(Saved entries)

***

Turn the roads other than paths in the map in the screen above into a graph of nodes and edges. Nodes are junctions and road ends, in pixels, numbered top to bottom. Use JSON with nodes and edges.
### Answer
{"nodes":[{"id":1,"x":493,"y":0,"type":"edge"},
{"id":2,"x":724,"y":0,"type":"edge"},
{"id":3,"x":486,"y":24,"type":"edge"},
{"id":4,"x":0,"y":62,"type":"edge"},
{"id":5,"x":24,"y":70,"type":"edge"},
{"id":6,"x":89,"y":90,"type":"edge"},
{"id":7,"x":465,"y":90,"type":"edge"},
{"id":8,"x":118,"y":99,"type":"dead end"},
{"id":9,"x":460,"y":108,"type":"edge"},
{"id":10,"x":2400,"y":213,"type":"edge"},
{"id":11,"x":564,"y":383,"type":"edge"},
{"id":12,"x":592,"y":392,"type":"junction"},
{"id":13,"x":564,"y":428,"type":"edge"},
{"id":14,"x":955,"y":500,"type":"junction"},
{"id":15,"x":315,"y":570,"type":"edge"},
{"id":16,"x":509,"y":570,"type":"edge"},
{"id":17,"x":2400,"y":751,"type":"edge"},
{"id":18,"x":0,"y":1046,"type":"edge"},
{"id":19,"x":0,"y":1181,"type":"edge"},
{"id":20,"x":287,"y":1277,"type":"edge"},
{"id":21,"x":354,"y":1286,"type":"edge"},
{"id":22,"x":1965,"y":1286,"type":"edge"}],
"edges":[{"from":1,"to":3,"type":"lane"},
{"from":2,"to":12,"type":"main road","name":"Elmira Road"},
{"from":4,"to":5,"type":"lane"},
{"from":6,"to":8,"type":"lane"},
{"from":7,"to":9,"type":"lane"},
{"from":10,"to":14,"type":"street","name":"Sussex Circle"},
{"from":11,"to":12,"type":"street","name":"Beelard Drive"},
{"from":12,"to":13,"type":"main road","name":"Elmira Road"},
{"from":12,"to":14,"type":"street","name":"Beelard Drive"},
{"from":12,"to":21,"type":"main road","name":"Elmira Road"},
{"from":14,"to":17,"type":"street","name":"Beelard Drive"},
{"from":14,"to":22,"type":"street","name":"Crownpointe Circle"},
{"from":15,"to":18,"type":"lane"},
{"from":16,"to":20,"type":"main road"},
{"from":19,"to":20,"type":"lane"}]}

***

**TASK DETAILS**
A verbatim copy of every entry is needed.

**RESPONSE TO THE TASK**
Turn the roads other than paths in the map in the screen above into a graph of nodes and edges. Nodes are junctions and road ends, in pixels, numbered top to bottom. Use JSON with nodes and edges.
### Answer
{"nodes":[{"id":1,"x":493,"y":0,"type":"edge"},
{"id":2,"x":724,"y":0,"type":"edge"},
{"id":3,"x":486,"y":24,"type":"edge"},
{"id":4,"x":0,"y":62,"type":"edge"},
{"id":5,"x":24,"y":70,"type":"edge"},
{"id":6,"x":89,"y":90,"type":"edge"},
{"id":7,"x":465,"y":90,"type":"edge"},
{"id":8,"x":118,"y":99,"type":"dead end"},
{"id":9,"x":460,"y":108,"type":"edge"},
{"id":10,"x":2400,"y":213,"type":"edge"},
{"id":11,"x":564,"y":383,"type":"edge"},
{"id":12,"x":592,"y":392,"type":"junction"},
{"id":13,"x":564,"y":428,"type":"edge"},
{"id":14,"x":955,"y":500,"type":"junction"},
{"id":15,"x":315,"y":570,"type":"edge"},
{"id":16,"x":509,"y":570,"type":"edge"},
{"id":17,"x":2400,"y":751,"type":"edge"},
{"id":18,"x":0,"y":1046,"type":"edge"},
{"id":19,"x":0,"y":1181,"type":"edge"},
{"id":20,"x":287,"y":1277,"type":"edge"},
{"id":21,"x":354,"y":1286,"type":"edge"},
{"id":22,"x":1965,"y":1286,"type":"edge"}],
"edges":[{"from":1,"to":3,"type":"lane"},
{"from":2,"to":12,"type":"main road","name":"Elmira Road"},
{"from":4,"to":5,"type":"lane"},
{"from":6,"to":8,"type":"lane"},
{"from":7,"to":9,"type":"lane"},
{"from":10,"to":14,"type":"street","name":"Sussex Circle"},
{"from":11,"to":12,"type":"street","name":"Beelard Drive"},
{"from":12,"to":13,"type":"main road","name":"Elmira Road"},
{"from":12,"to":14,"type":"street","name":"Beelard Drive"},
{"from":12,"to":21,"type":"main road","name":"Elmira Road"},
{"from":14,"to":17,"type":"street","name":"Beelard Drive"},
{"from":14,"to":22,"type":"street","name":"Crownpointe Circle"},
{"from":15,"to":18,"type":"lane"},
{"from":16,"to":20,"type":"main road"},
{"from":19,"to":20,"type":"lane"}]}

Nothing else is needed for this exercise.